Code's running time is 0.2 seconds, so runs efficiently and fast. 

Makes use of appropriate libraries and functions to produce visualisations.

The plot is well presented with appropriate titles and labels. 

The code should consist of two functions instead of three. 

Could specify which sequence is missing when printing statement "missing sequence".

## M4 Review 

In [1]:
#import os
#from data_preparation_M2 import download_answer_files, collate_answer_files
#from data_extraction_M1 import extract_answers_sequence, write_answers_sequence
#from data_analysis_M3 import visualize_data

def run_full_analysis():

    cloud_url = "https://drive.google.com/drive/folders/1wq4I1RFFIZ7fz0tQ9ojcBSOHFe1AX95y?usp=sharing"
    data_folder = "data/raw_answers"
    structured_folder = "data"
    collated_file_path = "output/collated_answers.txt"
    respondent_index = 25
    plot_mode = 1,2  

    print("="*50)
    download_answer_files(cloud_url, data_folder, respondent_index)

    for i in range(1, respondent_index + 1):
        input_file = os.path.join(data_folder, f"answers_respondent_{i}.txt")
        answers = extract_answers_sequence(input_file)
        write_answers_sequence(answers, i)

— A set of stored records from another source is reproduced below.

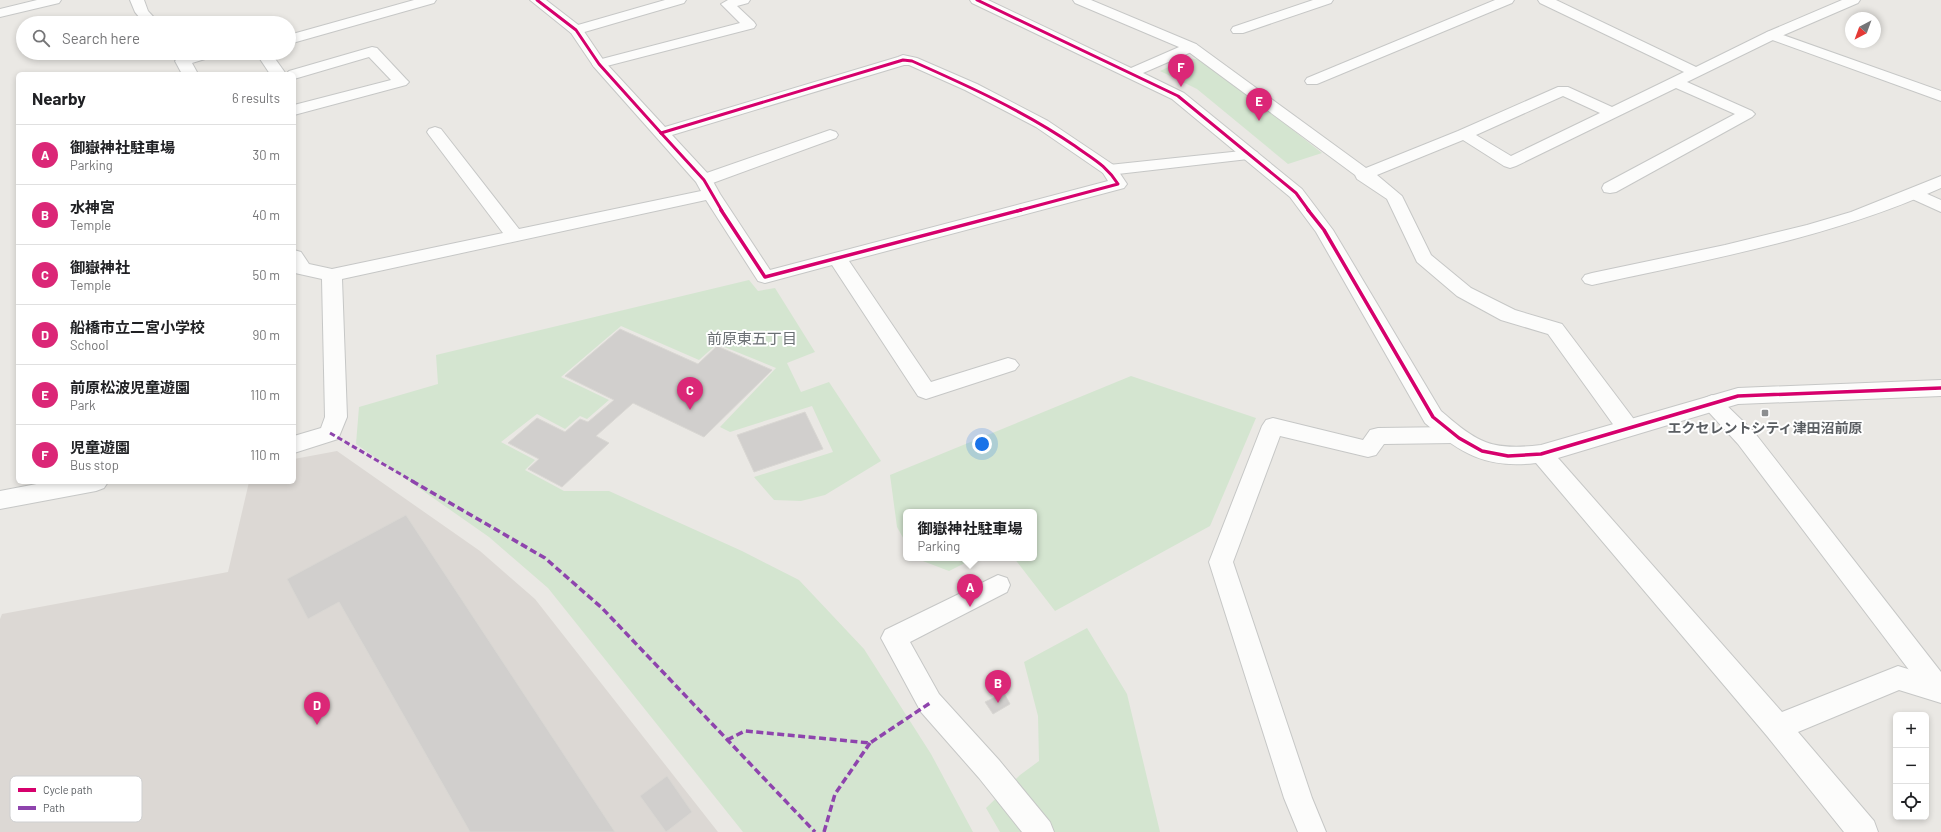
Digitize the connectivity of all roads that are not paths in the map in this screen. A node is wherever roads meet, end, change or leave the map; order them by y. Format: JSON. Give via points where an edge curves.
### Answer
{"nodes":[{"id":1,"x":54,"y":0,"type":"edge"},
{"id":2,"x":137,"y":0,"type":"edge"},
{"id":3,"x":429,"y":0,"type":"edge"},
{"id":4,"x":537,"y":0,"type":"edge"},
{"id":5,"x":679,"y":0,"type":"edge"},
{"id":6,"x":743,"y":0,"type":"edge"},
{"id":7,"x":977,"y":0,"type":"edge"},
{"id":8,"x":1080,"y":0,"type":"edge"},
{"id":9,"x":1326,"y":0,"type":"edge"},
{"id":10,"x":1507,"y":0,"type":"edge"},
{"id":11,"x":1545,"y":0,"type":"edge"},
{"id":12,"x":1853,"y":0,"type":"edge"},
{"id":13,"x":0,"y":13,"type":"edge"},
{"id":14,"x":146,"y":16,"type":"edge"},
{"id":15,"x":576,"y":30,"type":"junction"},
{"id":16,"x":1238,"y":30,"type":"dead end"},
{"id":17,"x":1772,"y":35,"type":"junction"},
{"id":18,"x":296,"y":38,"type":"edge"},
{"id":19,"x":1191,"y":47,"type":"junction"},
{"id":20,"x":182,"y":60,"type":"edge"},
{"id":21,"x":268,"y":60,"type":"edge"},
{"id":22,"x":599,"y":64,"type":"junction"},
{"id":23,"x":189,"y":72,"type":"edge"},
{"id":24,"x":277,"y":72,"type":"edge"},
{"id":25,"x":1695,"y":72,"type":"junction"},
{"id":26,"x":296,"y":73,"type":"edge"},
{"id":27,"x":1131,"y":73,"type":"junction"},
{"id":28,"x":1312,"y":81,"type":"dead end"},
{"id":29,"x":1676,"y":82,"type":"junction"},
{"id":30,"x":1941,"y":96,"type":"edge"},
{"id":31,"x":296,"y":109,"type":"edge"},
{"id":32,"x":1612,"y":113,"type":"junction"},
{"id":33,"x":435,"y":132,"type":"dead end"},
{"id":34,"x":662,"y":132,"type":"junction"},
{"id":35,"x":1464,"y":134,"type":"junction"},
{"id":36,"x":830,"y":135,"type":"dead end"},
{"id":37,"x":1251,"y":155,"type":"junction"},
{"id":38,"x":1109,"y":170,"type":"junction"},
{"id":39,"x":1363,"y":175,"type":"junction"},
{"id":40,"x":1941,"y":181,"type":"edge"},
{"id":41,"x":707,"y":187,"type":"junction"},
{"id":42,"x":1610,"y":188,"type":"dead end"},
{"id":43,"x":1916,"y":194,"type":"junction"},
{"id":44,"x":1941,"y":206,"type":"edge"},
{"id":45,"x":515,"y":236,"type":"junction"},
{"id":46,"x":837,"y":258,"type":"junction"},
{"id":47,"x":296,"y":259,"type":"edge"},
{"id":48,"x":332,"y":275,"type":"junction"},
{"id":49,"x":1592,"y":280,"type":"dead end"},
{"id":50,"x":1008,"y":366,"type":"dead end"},
{"id":51,"x":1941,"y":388,"type":"edge"},
{"id":52,"x":1712,"y":403,"type":"junction"},
{"id":53,"x":1628,"y":428,"type":"junction"},
{"id":54,"x":1454,"y":435,"type":"junction"},
{"id":55,"x":296,"y":443,"type":"edge"},
{"id":56,"x":1541,"y":454,"type":"junction"},
{"id":57,"x":85,"y":484,"type":"edge"},
{"id":58,"x":0,"y":500,"type":"edge"},
{"id":59,"x":998,"y":585,"type":"dead end"},
{"id":60,"x":1940,"y":691,"type":"edge"},
{"id":61,"x":1778,"y":727,"type":"junction"},
{"id":62,"x":1040,"y":832,"type":"edge"},
{"id":63,"x":1312,"y":832,"type":"edge"},
{"id":64,"x":1863,"y":832,"type":"edge"}],
"edges":[{"from":1,"to":13,"type":"street"},
{"from":2,"to":14,"type":"street"},
{"from":3,"to":18,"type":"street"},
{"from":4,"to":15,"type":"street"},
{"from":5,"to":15,"type":"lane"},
{"from":6,"to":22,"type":"lane","via":[[728,4],[748,25]]},
{"from":7,"to":27,"type":"street"},
{"from":8,"to":19,"type":"lane"},
{"from":9,"to":16,"type":"lane"},
{"from":10,"to":28,"type":"lane"},
{"from":11,"to":25,"type":"lane"},
{"from":12,"to":17,"type":"lane"},
{"from":15,"to":22,"type":"street"},
{"from":17,"to":25,"type":"lane"},
{"from":17,"to":30,"type":"street"},
{"from":19,"to":27,"type":"street"},
{"from":19,"to":39,"type":"lane"},
{"from":20,"to":23,"type":"street"},
{"from":21,"to":24,"type":"street"},
{"from":22,"to":34,"type":"street"},
{"from":25,"to":29,"type":"lane"},
{"from":26,"to":31,"type":"street","via":[[372,51],[401,82]]},
{"from":27,"to":37,"type":"street","via":[[1178,96]]},
{"from":29,"to":32,"type":"lane"},
{"from":29,"to":42,"type":"lane","via":[[1747,114]]},
{"from":32,"to":35,"type":"lane","via":[[1563,90]]},
{"from":32,"to":35,"type":"lane","via":[[1510,163]]},
{"from":33,"to":45,"type":"street"},
{"from":34,"to":38,"type":"street","via":[[902,60],[912,61],[971,87],[1042,124]]},
{"from":34,"to":41,"type":"street"},
{"from":35,"to":39,"type":"lane"},
{"from":36,"to":41,"type":"lane"},
{"from":37,"to":38,"type":"lane"},
{"from":37,"to":54,"type":"street","via":[[1296,193],[1309,208],[1433,417]]},
{"from":38,"to":46,"type":"street","via":[[1118,184]]},
{"from":39,"to":53,"type":"lane","via":[[1394,196],[1423,258],[1464,292],[1508,315],[1555,329]]},
{"from":40,"to":43,"type":"street"},
{"from":41,"to":45,"type":"street"},
{"from":41,"to":46,"type":"street","via":[[765,277]]},
{"from":43,"to":44,"type":"lane"},
{"from":43,"to":49,"type":"street","via":[[1814,230]]},
{"from":45,"to":48,"type":"street"},
{"from":46,"to":50,"type":"street","via":[[926,392]]},
{"from":47,"to":48,"type":"street","via":[[302,269]]},
{"from":48,"to":55,"type":"street","via":[[336,417],[330,433]]},
{"from":51,"to":52,"type":"street","via":[[1766,394],[1738,396]]},
{"from":52,"to":53,"type":"street"},
{"from":52,"to":60,"type":"lane","via":[[1746,438]]},
{"from":53,"to":56,"type":"street"},
{"from":54,"to":56,"type":"street","via":[[1472,447],[1493,456],[1520,457]]},
{"from":54,"to":63,"type":"lane","via":[[1378,436],[1368,449],[1273,426],[1220,562],[1298,798]]},
{"from":56,"to":61,"type":"street"},
{"from":57,"to":58,"type":"street"},
{"from":59,"to":62,"type":"lane","via":[[894,638],[930,703],[989,769]]},
{"from":60,"to":61,"type":"street","via":[[1898,678]]},
{"from":61,"to":64,"type":"street"}]}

    collate_answer_files(structured_folder)


    visualize_data(collated_file_path, plot_mode)



if __name__ == "__main__":
    run_full_analysis()



NameError: name 'download_answer_files' is not defined

M4 was in charge of leading the group and ensuring the project gets done smoothly by ensuring all members could access the folder and contribute effectively. Their code integrates all modules - requires M1, M2, and M3 to have completed their scripts. 

M4's code consists of a single function, as required.

M4 uses data_preparation_M2.py to download and collate answer files. Then data_extraction_M1.py to extract all answer sequences from each respondent's file. Lastly, they used data_analysis_M3.py to compute statistics and suggest the patterns shown. 

Code is well structured, readable and organised. They add comments to show which team member's work is being carried out at which stage. 

M4 could add a print statement, throughout the code or at the end once the process is complete for clarity.